== Brief ==
Only the lines with "paths" in them need to be copied from the listing.

== Data extract ==
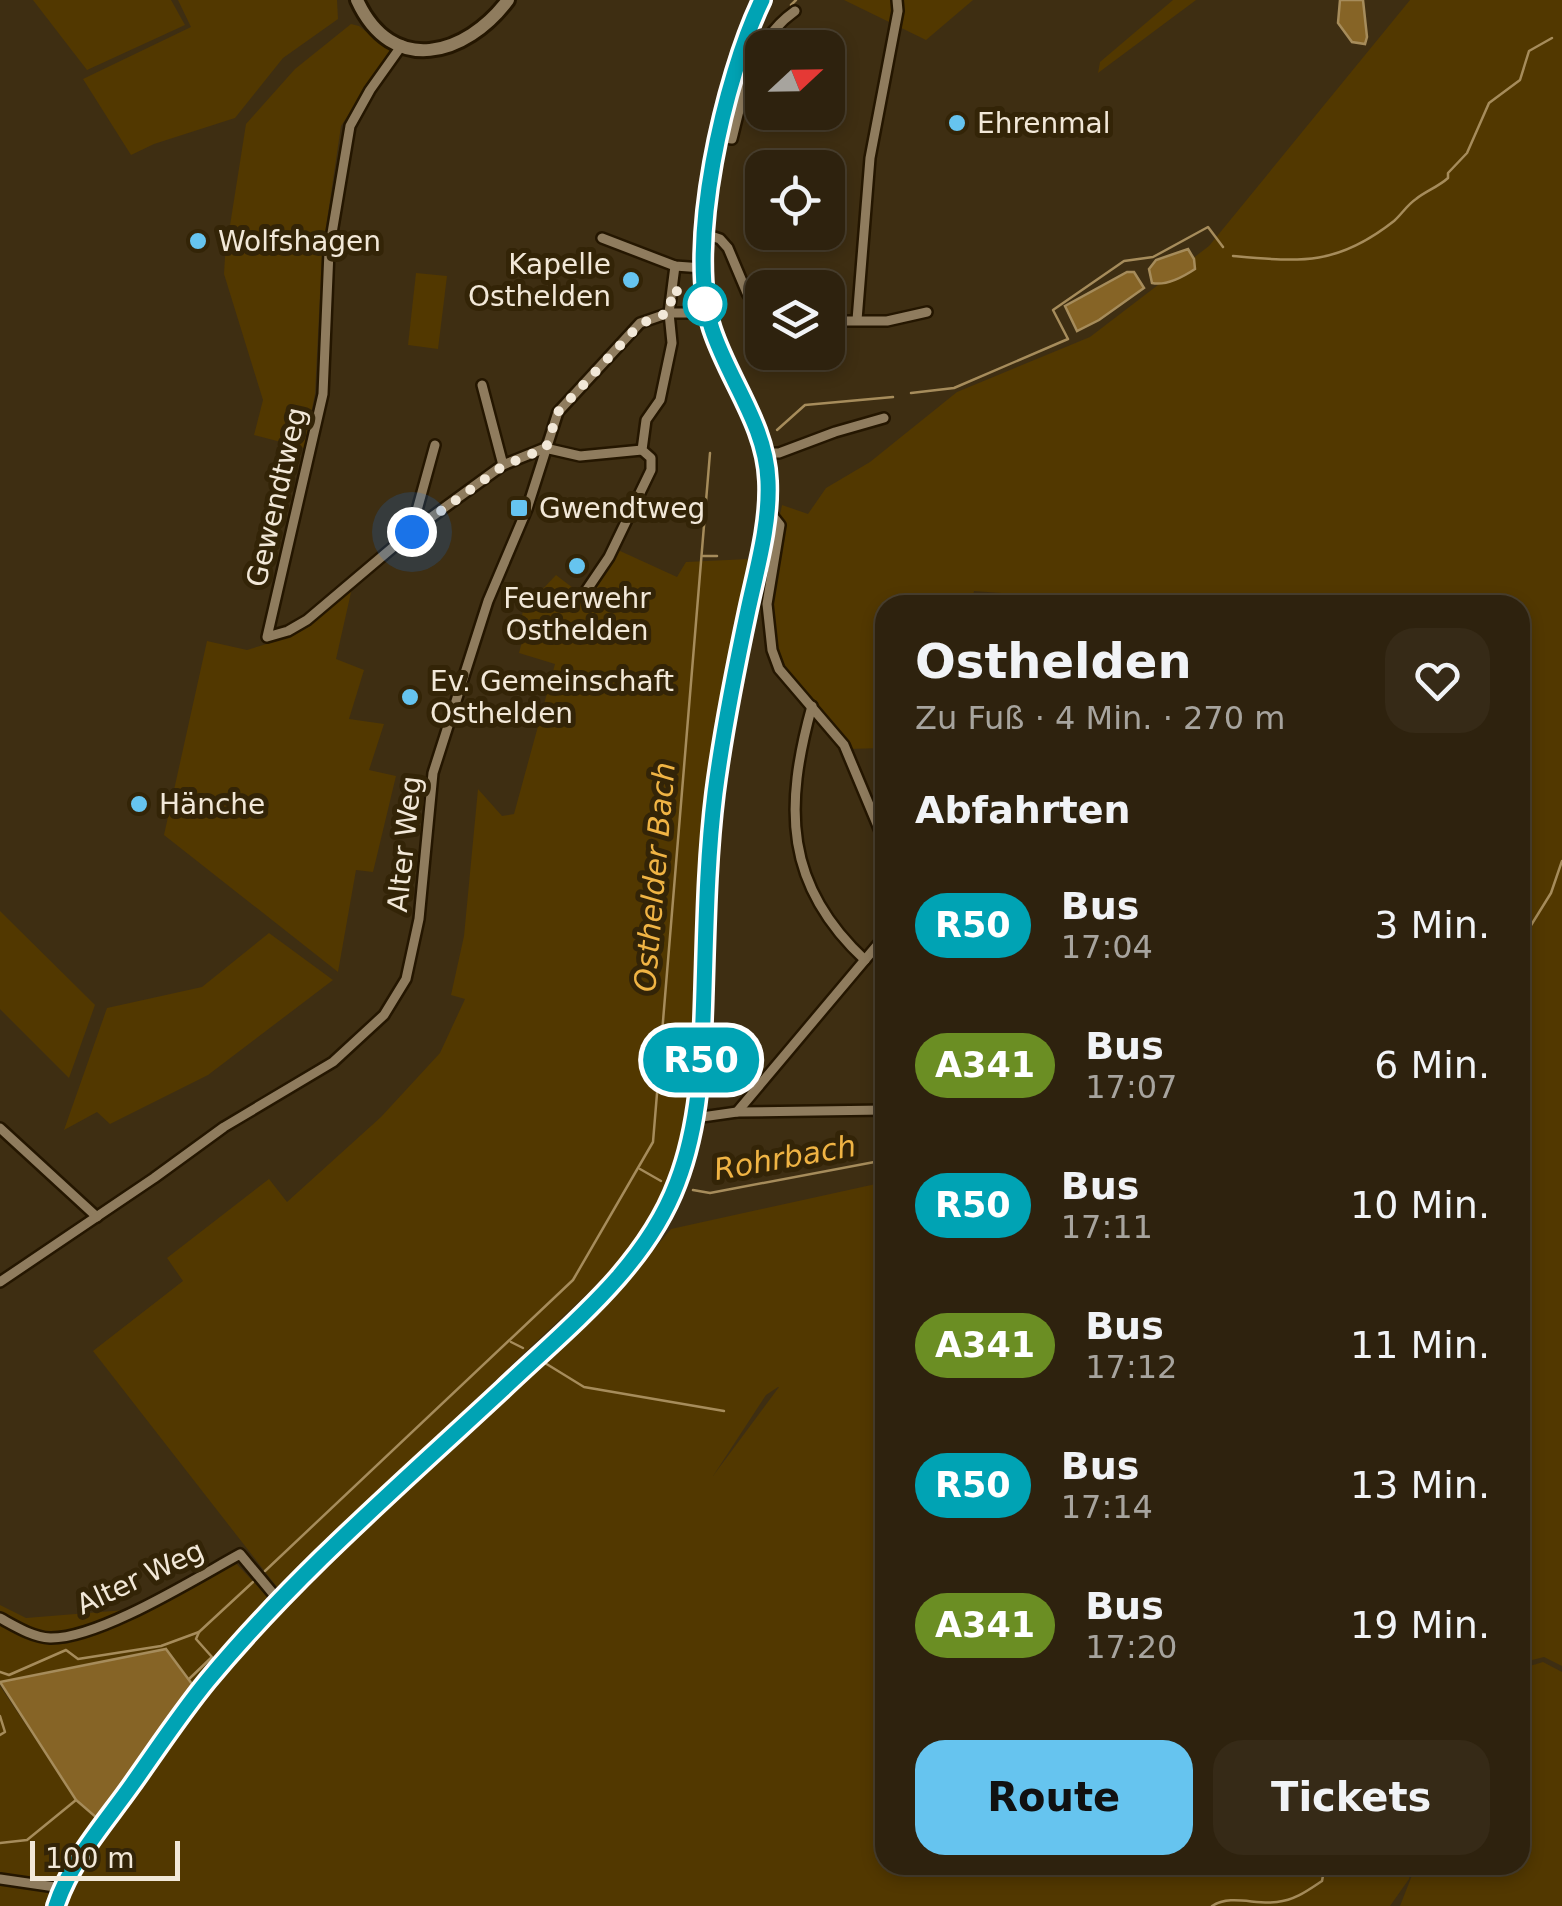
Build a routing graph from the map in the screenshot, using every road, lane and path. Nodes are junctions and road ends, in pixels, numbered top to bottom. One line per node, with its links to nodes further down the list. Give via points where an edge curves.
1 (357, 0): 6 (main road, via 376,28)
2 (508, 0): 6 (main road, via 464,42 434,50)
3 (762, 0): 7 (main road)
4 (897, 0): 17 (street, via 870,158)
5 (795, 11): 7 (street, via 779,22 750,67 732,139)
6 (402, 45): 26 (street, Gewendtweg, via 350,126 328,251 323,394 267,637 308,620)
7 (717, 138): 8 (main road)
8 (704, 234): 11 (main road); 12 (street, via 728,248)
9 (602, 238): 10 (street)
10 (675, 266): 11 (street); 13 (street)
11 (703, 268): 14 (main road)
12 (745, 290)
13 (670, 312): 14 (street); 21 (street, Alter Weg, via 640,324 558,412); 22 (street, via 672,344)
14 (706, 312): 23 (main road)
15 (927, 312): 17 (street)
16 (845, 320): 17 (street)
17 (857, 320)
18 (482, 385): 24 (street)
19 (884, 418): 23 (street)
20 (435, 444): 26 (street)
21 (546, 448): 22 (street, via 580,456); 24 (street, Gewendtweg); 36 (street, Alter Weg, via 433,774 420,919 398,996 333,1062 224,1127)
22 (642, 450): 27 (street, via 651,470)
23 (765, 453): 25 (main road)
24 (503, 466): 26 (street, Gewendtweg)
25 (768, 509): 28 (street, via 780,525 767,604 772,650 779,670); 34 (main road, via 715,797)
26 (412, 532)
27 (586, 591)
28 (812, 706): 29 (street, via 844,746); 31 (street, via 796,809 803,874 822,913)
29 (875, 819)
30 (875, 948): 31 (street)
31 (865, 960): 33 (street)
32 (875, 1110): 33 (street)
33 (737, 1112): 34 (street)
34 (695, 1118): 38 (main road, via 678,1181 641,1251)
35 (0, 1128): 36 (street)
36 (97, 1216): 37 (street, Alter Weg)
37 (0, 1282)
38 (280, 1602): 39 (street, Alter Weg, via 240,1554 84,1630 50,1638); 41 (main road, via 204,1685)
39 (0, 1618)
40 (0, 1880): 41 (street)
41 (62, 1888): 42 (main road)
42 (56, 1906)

==

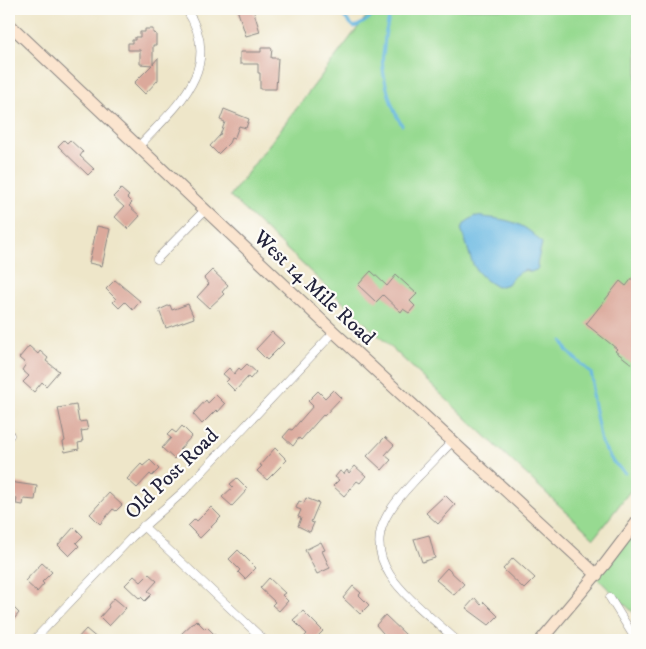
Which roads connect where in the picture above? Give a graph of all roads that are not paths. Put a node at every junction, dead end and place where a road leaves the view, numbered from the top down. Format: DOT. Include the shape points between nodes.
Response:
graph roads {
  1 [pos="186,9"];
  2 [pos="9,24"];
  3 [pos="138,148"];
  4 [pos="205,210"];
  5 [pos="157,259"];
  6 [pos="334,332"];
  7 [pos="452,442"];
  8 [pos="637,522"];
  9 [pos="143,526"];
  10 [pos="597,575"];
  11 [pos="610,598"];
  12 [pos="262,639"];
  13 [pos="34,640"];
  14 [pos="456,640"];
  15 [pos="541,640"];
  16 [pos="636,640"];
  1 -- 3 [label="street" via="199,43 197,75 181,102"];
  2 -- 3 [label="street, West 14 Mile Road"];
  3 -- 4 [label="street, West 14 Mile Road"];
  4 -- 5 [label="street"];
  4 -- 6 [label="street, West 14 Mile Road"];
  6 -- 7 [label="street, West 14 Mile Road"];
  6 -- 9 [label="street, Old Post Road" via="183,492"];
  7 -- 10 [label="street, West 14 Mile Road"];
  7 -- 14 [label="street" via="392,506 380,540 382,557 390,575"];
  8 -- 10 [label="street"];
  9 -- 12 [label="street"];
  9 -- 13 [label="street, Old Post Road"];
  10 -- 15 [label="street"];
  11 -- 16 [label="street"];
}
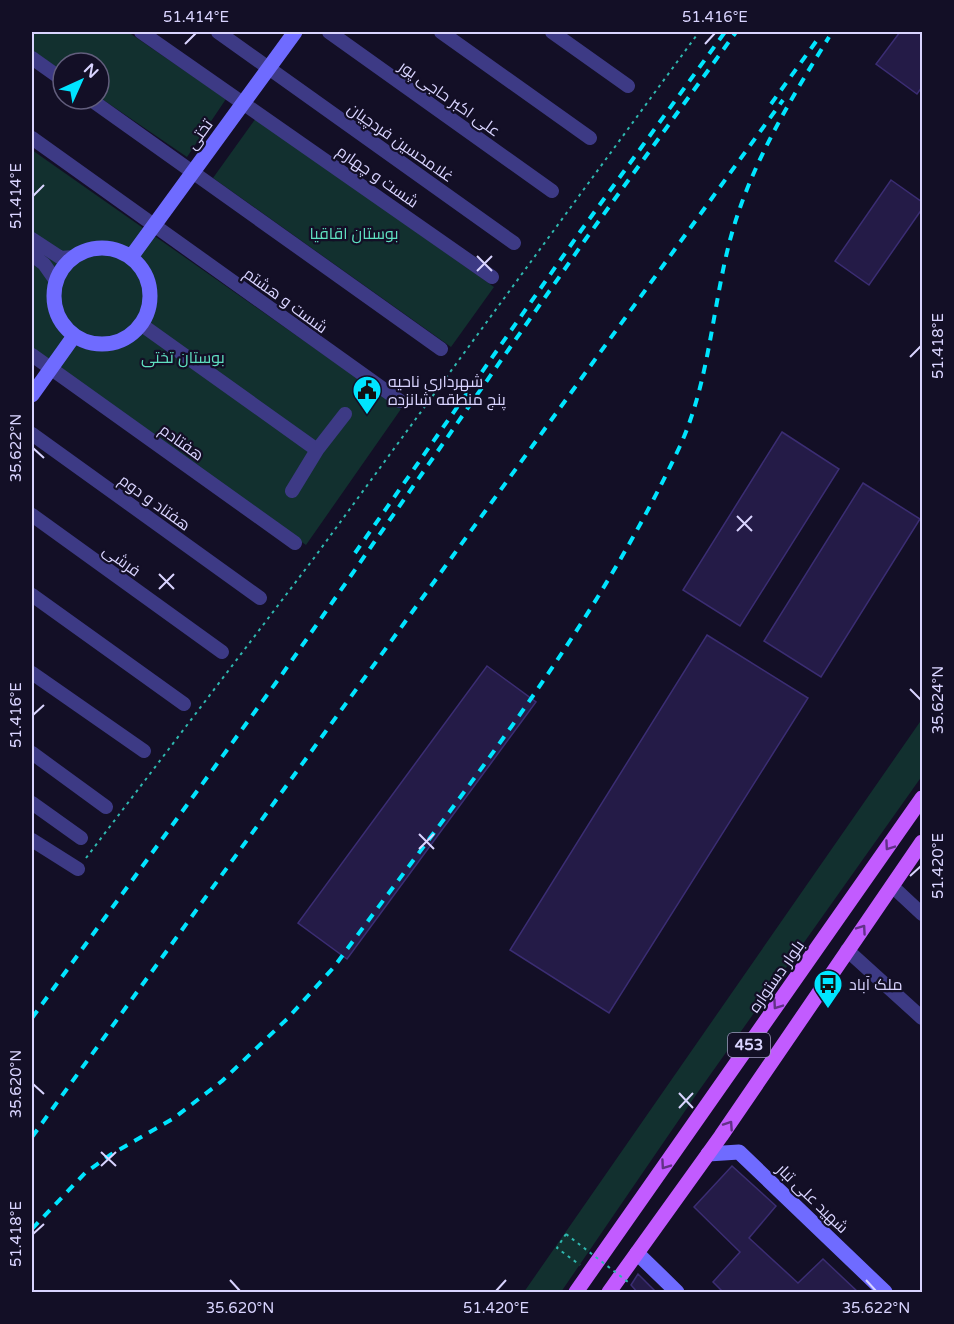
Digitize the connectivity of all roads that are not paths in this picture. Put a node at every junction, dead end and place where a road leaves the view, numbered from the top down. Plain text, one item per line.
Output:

== Written response ==
Which roads connect where in the picture above? Give a graph of all roads that are not paths. Put a node at every junction, dead end and place where a road leaves the view, numbered from the top down. Format: DOT. Include the shape points between nodes.
Digitize the connectivity of all roads that are not paths in this picture. Put a node at every junction, dead end and place where a road leaves the view, numbered from the top down. Plain text, one item per line.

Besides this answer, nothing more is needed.